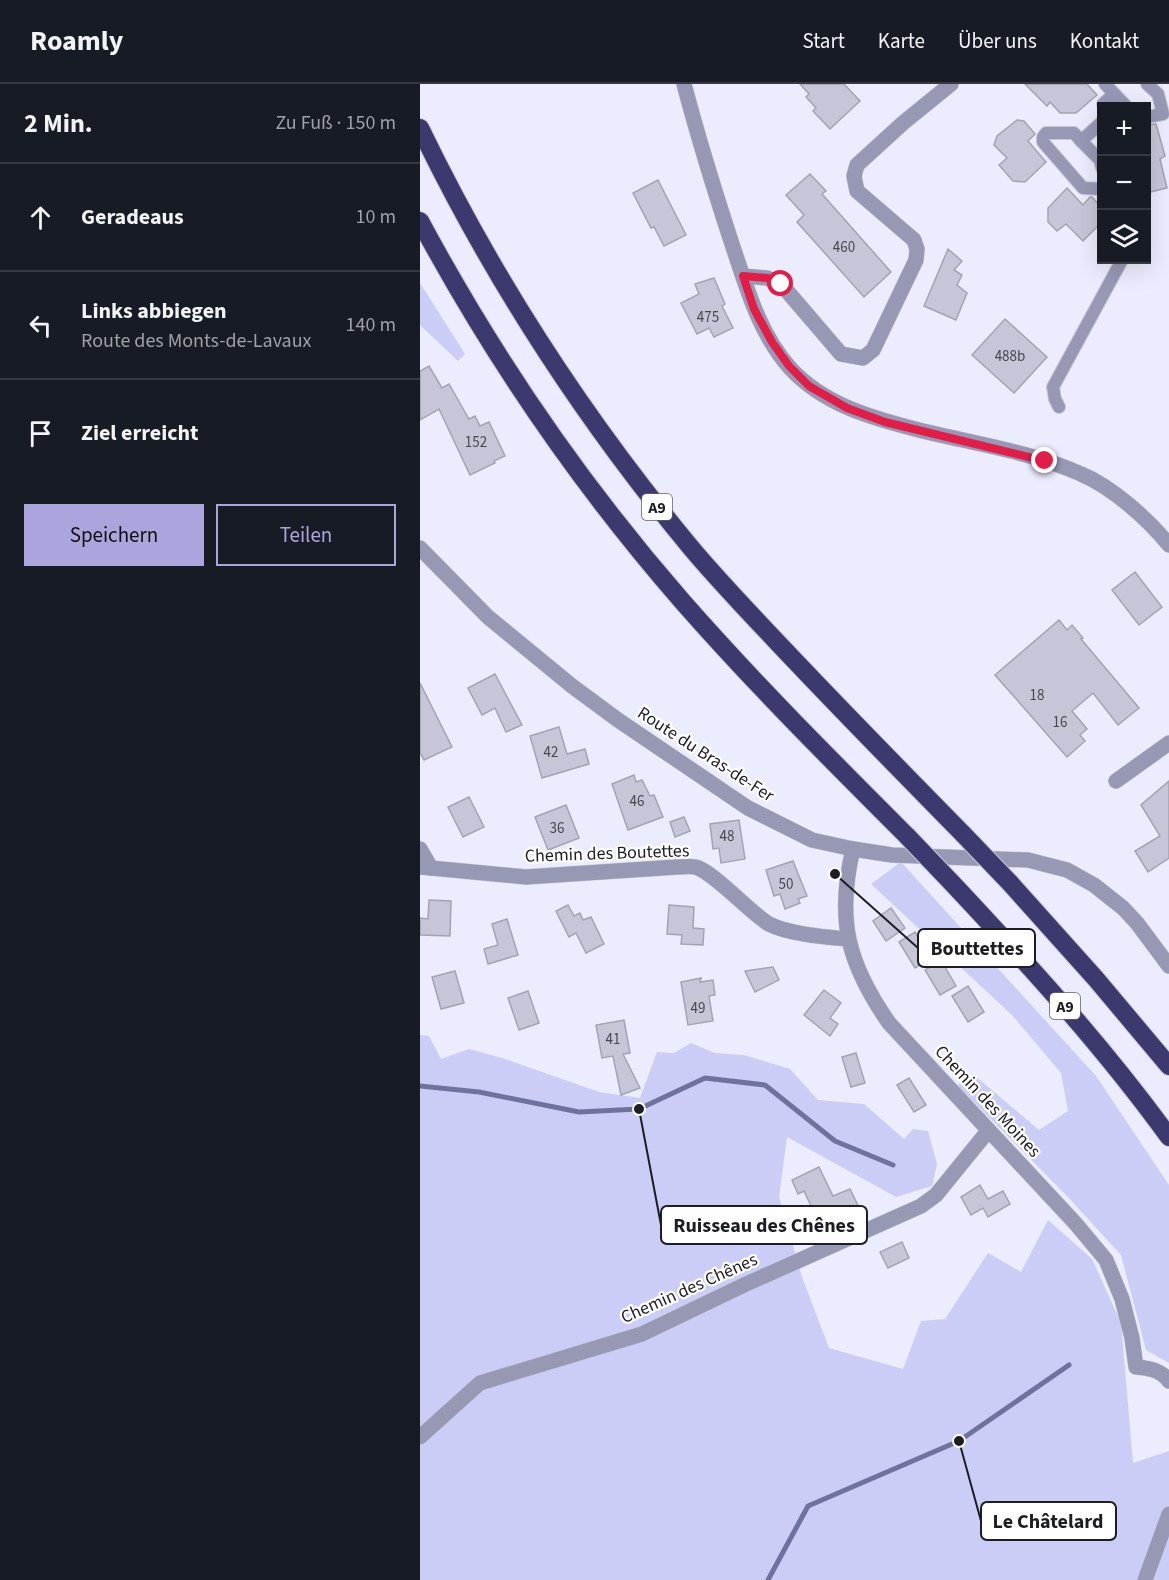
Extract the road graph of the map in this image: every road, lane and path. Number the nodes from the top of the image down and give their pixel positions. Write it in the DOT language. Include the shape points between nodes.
graph roads {
  1 [pos="684,84"];
  2 [pos="951,84"];
  3 [pos="1105,84"];
  4 [pos="1147,84"];
  5 [pos="1114,94"];
  6 [pos="1105,102"];
  7 [pos="1122,102"];
  8 [pos="1151,116"];
  9 [pos="1097,126"];
  10 [pos="420,128"];
  11 [pos="1081,141"];
  12 [pos="1097,157"];
  13 [pos="1097,189"];
  14 [pos="420,221"];
  15 [pos="1120,264"];
  16 [pos="743,276"];
  17 [pos="1059,407"];
  18 [pos="1169,545"];
  19 [pos="420,548"];
  20 [pos="1169,743"];
  21 [pos="1116,780"];
  22 [pos="420,849"];
  23 [pos="853,849"];
  24 [pos="425,868"];
  25 [pos="847,939"];
  26 [pos="1169,966"];
  27 [pos="1169,1065"];
  28 [pos="988,1131"];
  29 [pos="1169,1137"];
  30 [pos="1169,1381"];
  31 [pos="420,1437"];
  32 [pos="1169,1514"];
  33 [pos="1144,1580"];
  1 -- 16 [label="street"];
  2 -- 16 [label="street" via="857,165 857,191 914,240 917,249 916,260 873,350 862,358 841,354 781,284"];
  3 -- 5 [label="street"];
  4 -- 8 [label="street" via="1158,94 1163,114"];
  5 -- 6 [label="street"];
  5 -- 7 [label="street"];
  9 -- 11 [label="street"];
  10 -- 27 [label="highway, A9, bridge" via="512,300 626,467 759,624 1010,882"];
  11 -- 12 [label="street"];
  11 -- 13 [label="street" via="1074,133 1046,133 1043,137 1043,142 1083,188"];
  14 -- 29 [label="highway, A9, bridge" via="503,364 595,494 680,599 1020,955"];
  15 -- 17 [label="street" via="1053,387"];
  16 -- 18 [label="street" via="754,309 772,342 809,386 847,408 885,422 1083,474 1132,509"];
  19 -- 23 [label="street, Route du Bras-de-Fer" via="488,617 618,720 748,808 812,840"];
  20 -- 21 [label="street"];
  22 -- 24 [label="street"];
  23 -- 25 [label="street, Chemin des Moines" via="844,903"];
  23 -- 26 [label="street, Route du Bras-de-Fer" via="892,855 1028,860 1067,870 1123,908"];
  24 -- 25 [label="street, Chemin des Boutettes" via="526,877 698,867 753,914 772,925"];
  25 -- 28 [label="street, Chemin des Moines" via="868,988 889,1023"];
  28 -- 30 [label="street, Chemin des Moines" via="1106,1260 1122,1299 1136,1368 1151,1368"];
  28 -- 31 [label="street, Chemin des Chênes" via="936,1195 921,1206 642,1334 480,1383"];
  32 -- 33 [label="street"];
}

> **ACTION ITEM**: Retype all the records shown above, character for character. Omit every picture.

> **YOUR RESPONSE**:
Extract the road graph of the map in this image: every road, lane and path. Number the nodes from the top of the image down and give their pixel positions. Write it in the DOT language. Include the shape points between nodes.
graph roads {
  1 [pos="684,84"];
  2 [pos="951,84"];
  3 [pos="1105,84"];
  4 [pos="1147,84"];
  5 [pos="1114,94"];
  6 [pos="1105,102"];
  7 [pos="1122,102"];
  8 [pos="1151,116"];
  9 [pos="1097,126"];
  10 [pos="420,128"];
  11 [pos="1081,141"];
  12 [pos="1097,157"];
  13 [pos="1097,189"];
  14 [pos="420,221"];
  15 [pos="1120,264"];
  16 [pos="743,276"];
  17 [pos="1059,407"];
  18 [pos="1169,545"];
  19 [pos="420,548"];
  20 [pos="1169,743"];
  21 [pos="1116,780"];
  22 [pos="420,849"];
  23 [pos="853,849"];
  24 [pos="425,868"];
  25 [pos="847,939"];
  26 [pos="1169,966"];
  27 [pos="1169,1065"];
  28 [pos="988,1131"];
  29 [pos="1169,1137"];
  30 [pos="1169,1381"];
  31 [pos="420,1437"];
  32 [pos="1169,1514"];
  33 [pos="1144,1580"];
  1 -- 16 [label="street"];
  2 -- 16 [label="street" via="857,165 857,191 914,240 917,249 916,260 873,350 862,358 841,354 781,284"];
  3 -- 5 [label="street"];
  4 -- 8 [label="street" via="1158,94 1163,114"];
  5 -- 6 [label="street"];
  5 -- 7 [label="street"];
  9 -- 11 [label="street"];
  10 -- 27 [label="highway, A9, bridge" via="512,300 626,467 759,624 1010,882"];
  11 -- 12 [label="street"];
  11 -- 13 [label="street" via="1074,133 1046,133 1043,137 1043,142 1083,188"];
  14 -- 29 [label="highway, A9, bridge" via="503,364 595,494 680,599 1020,955"];
  15 -- 17 [label="street" via="1053,387"];
  16 -- 18 [label="street" via="754,309 772,342 809,386 847,408 885,422 1083,474 1132,509"];
  19 -- 23 [label="street, Route du Bras-de-Fer" via="488,617 618,720 748,808 812,840"];
  20 -- 21 [label="street"];
  22 -- 24 [label="street"];
  23 -- 25 [label="street, Chemin des Moines" via="844,903"];
  23 -- 26 [label="street, Route du Bras-de-Fer" via="892,855 1028,860 1067,870 1123,908"];
  24 -- 25 [label="street, Chemin des Boutettes" via="526,877 698,867 753,914 772,925"];
  25 -- 28 [label="street, Chemin des Moines" via="868,988 889,1023"];
  28 -- 30 [label="street, Chemin des Moines" via="1106,1260 1122,1299 1136,1368 1151,1368"];
  28 -- 31 [label="street, Chemin des Chênes" via="936,1195 921,1206 642,1334 480,1383"];
  32 -- 33 [label="street"];
}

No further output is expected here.